• **GOAL OF THE EXERCISE**:
Below this task are records; return each one exactly and omit its images.

Segment Open

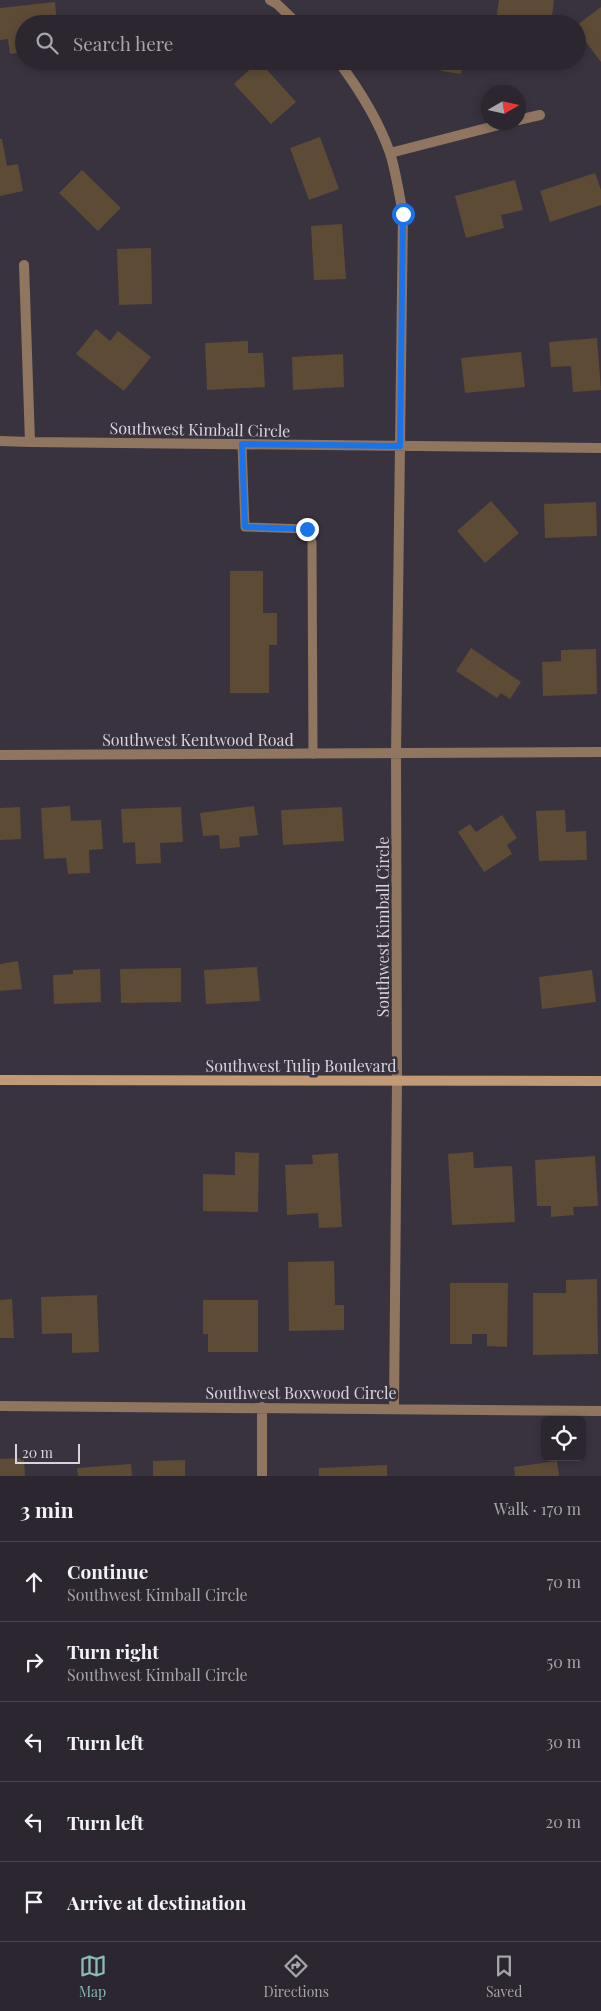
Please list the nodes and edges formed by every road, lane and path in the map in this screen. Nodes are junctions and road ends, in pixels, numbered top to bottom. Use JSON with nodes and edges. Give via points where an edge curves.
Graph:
{"nodes":[{"id":1,"x":270,"y":0,"type":"edge"},
{"id":2,"x":289,"y":15,"type":"edge"},
{"id":3,"x":345,"y":70,"type":"edge"},
{"id":4,"x":540,"y":115,"type":"dead end"},
{"id":5,"x":526,"y":118,"type":"edge"},
{"id":6,"x":481,"y":129,"type":"edge"},
{"id":7,"x":390,"y":153,"type":"junction"},
{"id":8,"x":24,"y":265,"type":"dead end"},
{"id":9,"x":0,"y":441,"type":"edge"},
{"id":10,"x":30,"y":442,"type":"junction"},
{"id":11,"x":242,"y":444,"type":"junction"},
{"id":12,"x":400,"y":446,"type":"junction"},
{"id":13,"x":601,"y":448,"type":"edge"},
{"id":14,"x":601,"y":752,"type":"edge"},
{"id":15,"x":314,"y":754,"type":"junction"},
{"id":16,"x":396,"y":754,"type":"junction"},
{"id":17,"x":0,"y":755,"type":"edge"},
{"id":18,"x":0,"y":1080,"type":"edge"},
{"id":19,"x":397,"y":1081,"type":"junction"},
{"id":20,"x":601,"y":1081,"type":"edge"},
{"id":21,"x":0,"y":1406,"type":"edge"},
{"id":22,"x":262,"y":1407,"type":"junction"},
{"id":23,"x":394,"y":1408,"type":"junction"},
{"id":24,"x":601,"y":1411,"type":"edge"},
{"id":25,"x":262,"y":1476,"type":"edge"}],
"edges":[{"from":1,"to":2,"type":"street"},
{"from":3,"to":7,"type":"street","name":"Southwest Kimball Circle","via":[[377,122]]},
{"from":4,"to":5,"type":"street"},
{"from":6,"to":7,"type":"street"},
{"from":7,"to":12,"type":"street","name":"Southwest Kimball Circle","via":[[403,214]]},
{"from":8,"to":10,"type":"street"},
{"from":9,"to":10,"type":"street","name":"Southwest Kimball Circle"},
{"from":10,"to":11,"type":"street","name":"Southwest Kimball Circle"},
{"from":11,"to":12,"type":"street","name":"Southwest Kimball Circle"},
{"from":11,"to":15,"type":"lane","via":[[245,527],[307,529],[312,542]]},
{"from":12,"to":13,"type":"street"},
{"from":12,"to":16,"type":"street","name":"Southwest Kimball Circle"},
{"from":14,"to":16,"type":"street","name":"Southwest Kentwood Road"},
{"from":15,"to":16,"type":"street","name":"Southwest Kentwood Road"},
{"from":15,"to":17,"type":"street","name":"Southwest Kentwood Road"},
{"from":16,"to":19,"type":"street","name":"Southwest Kimball Circle"},
{"from":18,"to":19,"type":"street","name":"Southwest Tulip Boulevard"},
{"from":19,"to":20,"type":"street","name":"Southwest Tulip Boulevard"},
{"from":19,"to":23,"type":"street","name":"Southwest Kimball Circle"},
{"from":21,"to":22,"type":"street","name":"Southwest Boxwood Circle"},
{"from":22,"to":23,"type":"street","name":"Southwest Boxwood Circle"},
{"from":22,"to":25,"type":"street"},
{"from":23,"to":24,"type":"street","name":"Southwest Boxwood Circle"}]}
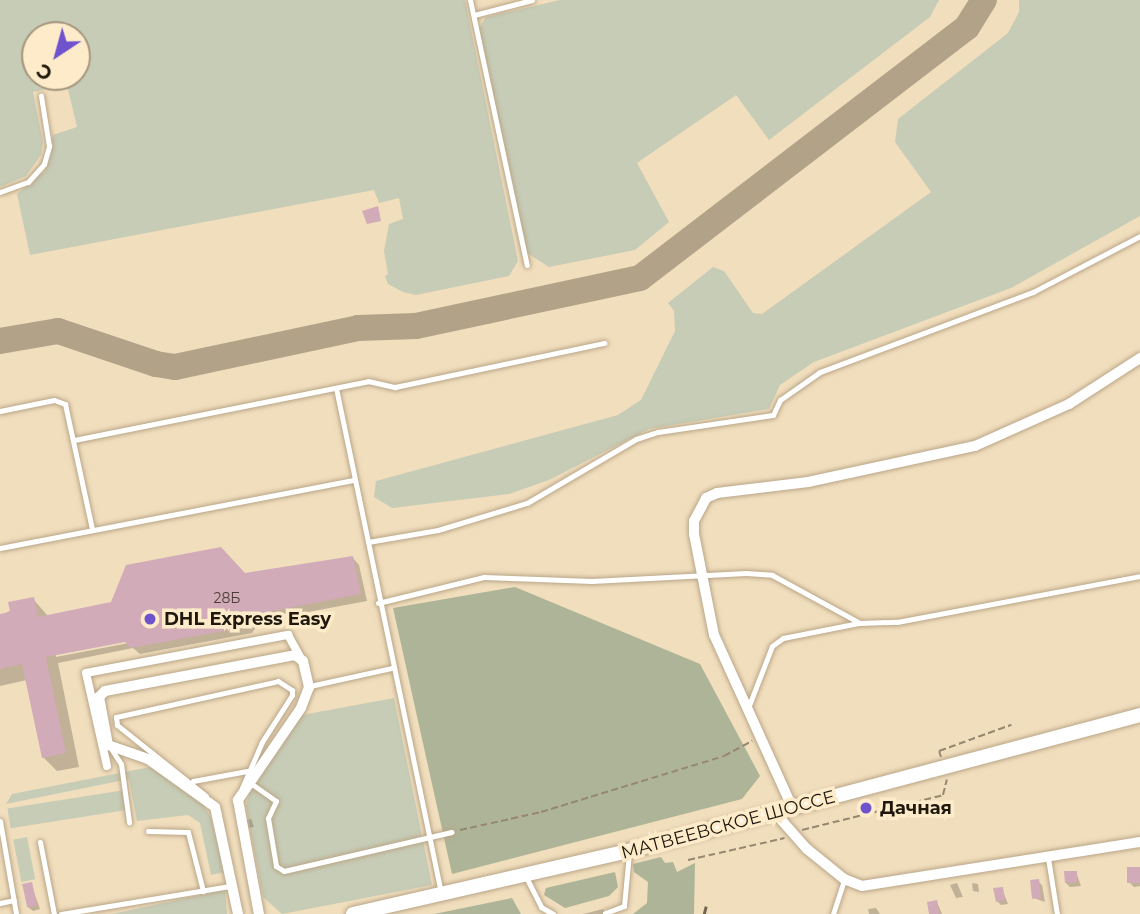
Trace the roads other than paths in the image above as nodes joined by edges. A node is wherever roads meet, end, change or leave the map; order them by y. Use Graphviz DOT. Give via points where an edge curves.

Segment Closed

• **WRITTEN ANSWER**:
Please list the nodes and edges formed by every road, lane and path in the map in this screen. Nodes are junctions and road ends, in pixels, numbered top to bottom. Use JSON with nodes and edges. Give via points where an edge curves.
Graph:
{"nodes":[{"id":1,"x":270,"y":0,"type":"edge"},
{"id":2,"x":289,"y":15,"type":"edge"},
{"id":3,"x":345,"y":70,"type":"edge"},
{"id":4,"x":540,"y":115,"type":"dead end"},
{"id":5,"x":526,"y":118,"type":"edge"},
{"id":6,"x":481,"y":129,"type":"edge"},
{"id":7,"x":390,"y":153,"type":"junction"},
{"id":8,"x":24,"y":265,"type":"dead end"},
{"id":9,"x":0,"y":441,"type":"edge"},
{"id":10,"x":30,"y":442,"type":"junction"},
{"id":11,"x":242,"y":444,"type":"junction"},
{"id":12,"x":400,"y":446,"type":"junction"},
{"id":13,"x":601,"y":448,"type":"edge"},
{"id":14,"x":601,"y":752,"type":"edge"},
{"id":15,"x":314,"y":754,"type":"junction"},
{"id":16,"x":396,"y":754,"type":"junction"},
{"id":17,"x":0,"y":755,"type":"edge"},
{"id":18,"x":0,"y":1080,"type":"edge"},
{"id":19,"x":397,"y":1081,"type":"junction"},
{"id":20,"x":601,"y":1081,"type":"edge"},
{"id":21,"x":0,"y":1406,"type":"edge"},
{"id":22,"x":262,"y":1407,"type":"junction"},
{"id":23,"x":394,"y":1408,"type":"junction"},
{"id":24,"x":601,"y":1411,"type":"edge"},
{"id":25,"x":262,"y":1476,"type":"edge"}],
"edges":[{"from":1,"to":2,"type":"street"},
{"from":3,"to":7,"type":"street","name":"Southwest Kimball Circle","via":[[377,122]]},
{"from":4,"to":5,"type":"street"},
{"from":6,"to":7,"type":"street"},
{"from":7,"to":12,"type":"street","name":"Southwest Kimball Circle","via":[[403,214]]},
{"from":8,"to":10,"type":"street"},
{"from":9,"to":10,"type":"street","name":"Southwest Kimball Circle"},
{"from":10,"to":11,"type":"street","name":"Southwest Kimball Circle"},
{"from":11,"to":12,"type":"street","name":"Southwest Kimball Circle"},
{"from":11,"to":15,"type":"lane","via":[[245,527],[307,529],[312,542]]},
{"from":12,"to":13,"type":"street"},
{"from":12,"to":16,"type":"street","name":"Southwest Kimball Circle"},
{"from":14,"to":16,"type":"street","name":"Southwest Kentwood Road"},
{"from":15,"to":16,"type":"street","name":"Southwest Kentwood Road"},
{"from":15,"to":17,"type":"street","name":"Southwest Kentwood Road"},
{"from":16,"to":19,"type":"street","name":"Southwest Kimball Circle"},
{"from":18,"to":19,"type":"street","name":"Southwest Tulip Boulevard"},
{"from":19,"to":20,"type":"street","name":"Southwest Tulip Boulevard"},
{"from":19,"to":23,"type":"street","name":"Southwest Kimball Circle"},
{"from":21,"to":22,"type":"street","name":"Southwest Boxwood Circle"},
{"from":22,"to":23,"type":"street","name":"Southwest Boxwood Circle"},
{"from":22,"to":25,"type":"street"},
{"from":23,"to":24,"type":"street","name":"Southwest Boxwood Circle"}]}
Trace the roads other than paths in the image above as nodes joined by edges. A node is wherever roads meet, end, change or leave the map; order them by y. Use Graphviz DOT. Give via points where an edge curves.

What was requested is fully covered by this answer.